Other provinces, notably Ontario, have also released vaccination schedules that prioritize Indigenous peoples in the next phase of the inoculation campaign, which is expected to being next month as vaccine supplies start to stabilize.
“We continue to see progress that brings us hope,” Miller said, adding that the Indigenous vaccination campaign is being complicated by “huge logistical challenges” in isolated parts of the country. “The end of the tunnel is there but there’s still a whole chunk of tunnel left.”
There’s an urgent need to vaccinate Indigenous communities quickly because fast-spreading new variants of COVID-19 could be particularly deadly in communities where the housing stock is poor and multi-generational living is common, the minister said.
Miller said the federal government is working with local leaders to create more isolation space to keep positive cases apart.
Provincial and territorial governments have been directing doses to northern and remote communities and urban Indigenous populations in an effort to protect a group that the National Advisory Committee on Immunization (NACI) has identified as particularly vulnerable to COVID-19.
NACI has said that shots in the early phases of the vaccine rollout should be directed at long-term care home residents and the staff caring for them — but also at Indigenous adults because they face an elevated risk of death and “societal disruption” from COVID-19.

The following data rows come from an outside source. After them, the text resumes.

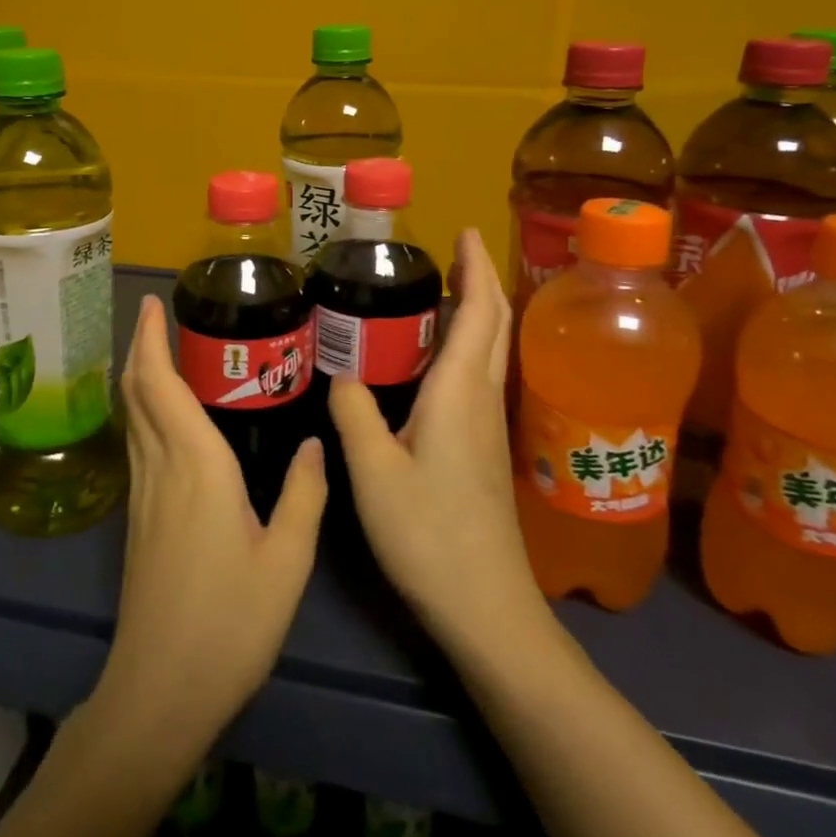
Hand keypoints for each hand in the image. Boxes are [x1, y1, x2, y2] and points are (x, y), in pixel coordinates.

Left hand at [92, 294, 327, 760]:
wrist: (160, 690)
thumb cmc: (229, 623)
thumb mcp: (286, 560)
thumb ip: (304, 494)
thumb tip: (316, 442)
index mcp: (195, 465)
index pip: (161, 384)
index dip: (150, 340)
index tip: (152, 303)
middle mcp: (160, 468)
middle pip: (137, 392)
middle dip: (140, 346)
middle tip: (157, 314)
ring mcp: (142, 494)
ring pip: (132, 417)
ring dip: (139, 376)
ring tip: (161, 352)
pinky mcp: (137, 519)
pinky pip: (137, 443)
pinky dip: (143, 411)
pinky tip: (165, 418)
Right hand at [328, 229, 544, 652]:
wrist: (486, 606)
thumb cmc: (429, 534)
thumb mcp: (373, 471)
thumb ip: (354, 413)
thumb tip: (342, 373)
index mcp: (459, 391)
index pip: (479, 311)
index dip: (474, 266)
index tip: (463, 230)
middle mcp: (482, 397)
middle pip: (493, 323)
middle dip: (478, 279)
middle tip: (448, 252)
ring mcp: (488, 424)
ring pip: (489, 349)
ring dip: (474, 311)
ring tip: (436, 292)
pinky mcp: (484, 447)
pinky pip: (478, 376)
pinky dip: (464, 345)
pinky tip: (430, 359)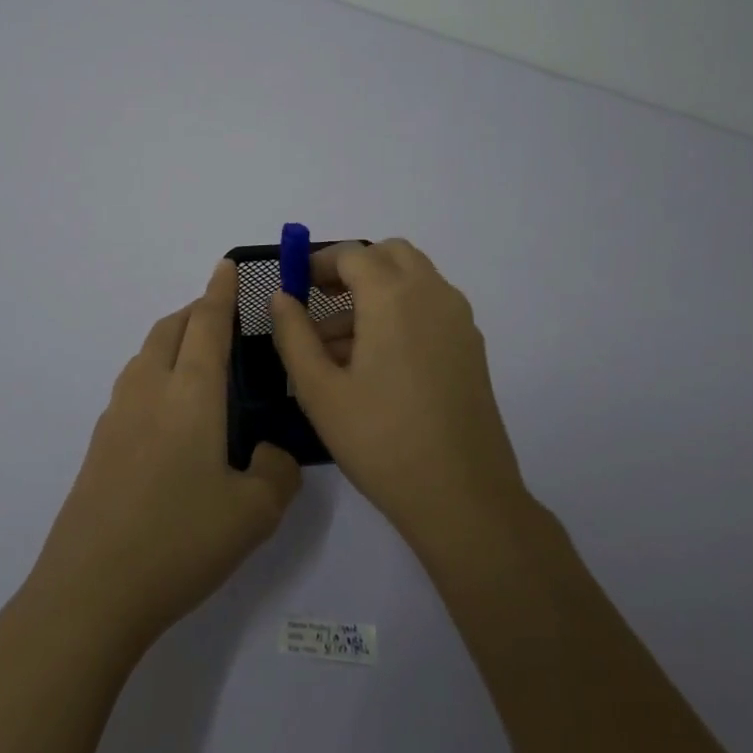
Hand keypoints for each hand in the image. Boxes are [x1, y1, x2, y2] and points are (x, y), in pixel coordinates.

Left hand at [27, 260, 301, 650]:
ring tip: (198, 358)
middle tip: (222, 315)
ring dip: (172, 339)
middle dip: (195, 310)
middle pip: (170, 328)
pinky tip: (170, 411)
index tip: (224, 266)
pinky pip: (133, 384)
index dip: (219, 292)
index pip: (207, 324)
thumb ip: (277, 473)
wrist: (91, 588)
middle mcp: (150, 390)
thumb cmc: (180, 540)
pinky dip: (156, 371)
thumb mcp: (254, 513)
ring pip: (147, 354)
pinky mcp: (100, 443)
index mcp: (190, 393)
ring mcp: (117, 415)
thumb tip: (271, 454)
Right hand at [270, 239, 527, 554]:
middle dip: (352, 268)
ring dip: (375, 291)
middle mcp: (433, 295)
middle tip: (320, 300)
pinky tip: (375, 363)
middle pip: (390, 254)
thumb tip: (281, 297)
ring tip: (337, 347)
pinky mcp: (471, 347)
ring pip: (413, 280)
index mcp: (394, 297)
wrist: (463, 498)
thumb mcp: (319, 390)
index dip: (318, 263)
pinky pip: (430, 307)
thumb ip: (293, 334)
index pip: (352, 255)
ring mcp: (459, 320)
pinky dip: (400, 311)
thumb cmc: (381, 441)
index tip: (295, 286)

Urban Indigenous population especially vulnerable: NACI
While the initial batch of shots has been largely administered in First Nations, Métis and Inuit communities, NACI said there should now be a greater push to cover urban Indigenous individuals who may be even more vulnerable. NACI said early data suggest off-reserve First Nations members are more likely to be hospitalized and die than those living on reserves.

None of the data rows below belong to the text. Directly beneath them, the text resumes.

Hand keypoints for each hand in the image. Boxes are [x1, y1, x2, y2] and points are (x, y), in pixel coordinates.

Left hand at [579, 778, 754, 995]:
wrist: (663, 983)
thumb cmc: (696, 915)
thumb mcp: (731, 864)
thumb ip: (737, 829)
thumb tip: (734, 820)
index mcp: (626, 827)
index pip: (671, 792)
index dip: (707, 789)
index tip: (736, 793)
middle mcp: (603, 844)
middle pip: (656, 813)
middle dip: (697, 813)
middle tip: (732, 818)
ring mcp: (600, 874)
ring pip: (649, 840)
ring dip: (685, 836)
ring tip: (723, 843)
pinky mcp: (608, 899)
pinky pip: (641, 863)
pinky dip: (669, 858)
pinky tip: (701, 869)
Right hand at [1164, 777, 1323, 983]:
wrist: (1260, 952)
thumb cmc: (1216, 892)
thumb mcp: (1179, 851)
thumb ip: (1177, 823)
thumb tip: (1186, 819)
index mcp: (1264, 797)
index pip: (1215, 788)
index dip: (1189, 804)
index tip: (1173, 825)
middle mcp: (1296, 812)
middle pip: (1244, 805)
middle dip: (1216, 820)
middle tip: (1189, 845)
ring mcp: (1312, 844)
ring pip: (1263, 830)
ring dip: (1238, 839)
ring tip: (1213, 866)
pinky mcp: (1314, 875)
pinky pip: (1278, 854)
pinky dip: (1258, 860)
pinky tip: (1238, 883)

Miller has pointed to data from the U.S. Centers for Disease Control (CDC) that show Native Americans are 3.5 to 5 times more likely to develop severe health complications from COVID-19.
“The science is saying priority needs to be given to Indigenous communities,” he said, noting that many people face substandard living conditions that make them more susceptible to infection.

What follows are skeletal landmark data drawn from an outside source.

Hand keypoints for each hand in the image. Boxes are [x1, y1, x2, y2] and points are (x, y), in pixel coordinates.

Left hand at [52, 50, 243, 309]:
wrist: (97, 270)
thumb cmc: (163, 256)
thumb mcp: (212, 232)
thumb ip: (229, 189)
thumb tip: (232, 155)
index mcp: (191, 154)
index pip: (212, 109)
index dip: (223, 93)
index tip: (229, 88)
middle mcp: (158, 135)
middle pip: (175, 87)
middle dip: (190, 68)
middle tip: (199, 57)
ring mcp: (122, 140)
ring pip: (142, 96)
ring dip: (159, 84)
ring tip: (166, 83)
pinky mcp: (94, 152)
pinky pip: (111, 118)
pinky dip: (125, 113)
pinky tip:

While Indigenous communities performed well during the first phase of the pandemic, with lower incidents of COVID-19 cases, the second phase has been more challenging.
“Attack rates and mortality rates in First Nations communities are now higher when compared to the overall Canadian population,” NACI wrote in its latest update, published Sunday.
Indigenous individuals are also more likely to have underlying health conditions that could make a bout of COVID-19 more deadly.
“The proportion of Canadians who identify as Indigenous and have at least one underlying medical condition associated with an increased risk of severe COVID-19 is higher compared to other Canadians for every age category above 20 years of age,” NACI wrote.
Miller urged provincial leaders to stay the course with Indigenous vaccination plans, even if political pressure mounts from other constituents to redirect the doses elsewhere.
“The apprehension with who gets what first is fuelled by concerns about volume and timing. You can see scenarios where people say, ‘How come not me?’ and that gets further fuelled by the worst platforms out there — social media tending to be one of them,” Miller said.
Canadians should have an “immense amount of pride” in the fact that vulnerable groups are at the front of the line because it affirms the country’s commitment to equity in health care, Miller said.
Dr. Tom Wong, chief medical officer at Indigenous Services Canada, said it’s too early to tell if the ambitious vaccine campaign has reduced rates of infection.
He said the number of people who have been fully vaccinated with a two-dose regime is still quite low — less than 5 per cent — but he said he expects immunity to build in the coming weeks as the rollout ramps up.